Hyannis, Massachusetts [RenewableEnergyAccess.com] The most recent Department of Defense (DOD) report analyzing the effects of offshore wind turbines on early warning radar missile defense systems is good news for Massachusetts’ highly publicized Cape Wind project, which is scheduled to come online in 2010.
Issued by the Missile Defense Agency, the nine-page report recommends a 25-kilometer (km) wind turbine offset or buffer zone be established to “mitigate impact” on the PAVE PAWS early warning radar system at the Cape Cod Air Force Station (AFS).
The Cape Wind project in Nantucket Sound, with its 130 GE 3.6-megawatt XL wind turbines in Nantucket Sound, falls just outside this zone. In addition, the analysis shows the wind turbines in Hull, Massachusetts, are also beyond the recommended buffer.
“The report is clear,” said Mark Rodgers, spokesman for Cape Wind Associates, the Boston-based company behind the project. “Cape Wind is outside of the wind turbine offset zone…it puts the PAVE PAWS issue to rest.”

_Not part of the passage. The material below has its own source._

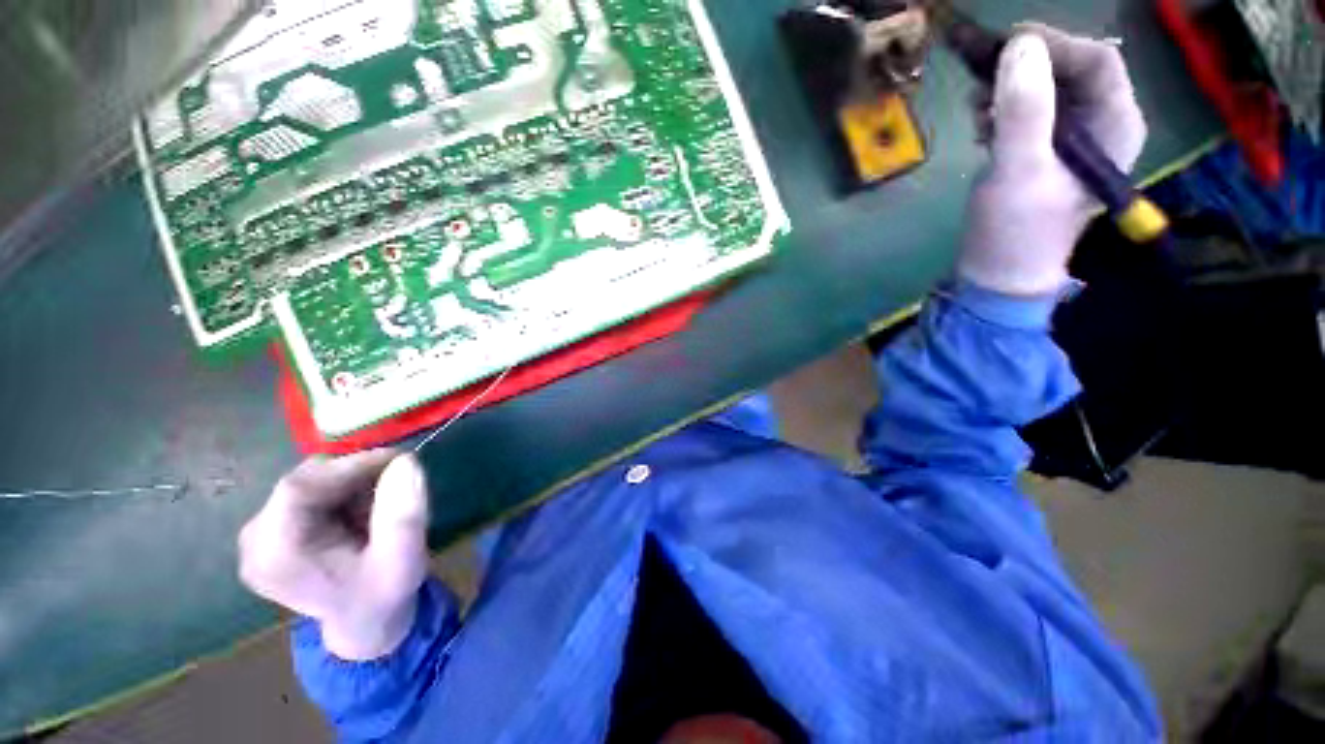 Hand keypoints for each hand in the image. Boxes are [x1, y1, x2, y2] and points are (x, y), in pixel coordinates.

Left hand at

PAVE PAWS is an Air Force phased array radar system with two primary missions: missile warning and space surveillance. While providing surveillance, it is capable of detecting and tracking Inter-Continental Ballistic Missiles and Submarine Launched Ballistic Missiles that enter its field of view. After detection, the objects are continuously tracked. The second mission is to support the Space Surveillance Network, which involves the surveillance and tracking of earth satellites and identification of other space objects.
Opponents of the Cape Wind project argue that building an offshore wind farm just 27.3 km from PAVE PAWS—just a few miles outside the reccommend offset zone—is too great a risk and leaves no margin for error in terms of national security.
“Why take chances on national security when we can eliminate the risk by siting this project elsewhere?” stated Alliance to Protect Nantucket Sound President and CEO Charles Vinick in a statement issued last week responding to the DOD report.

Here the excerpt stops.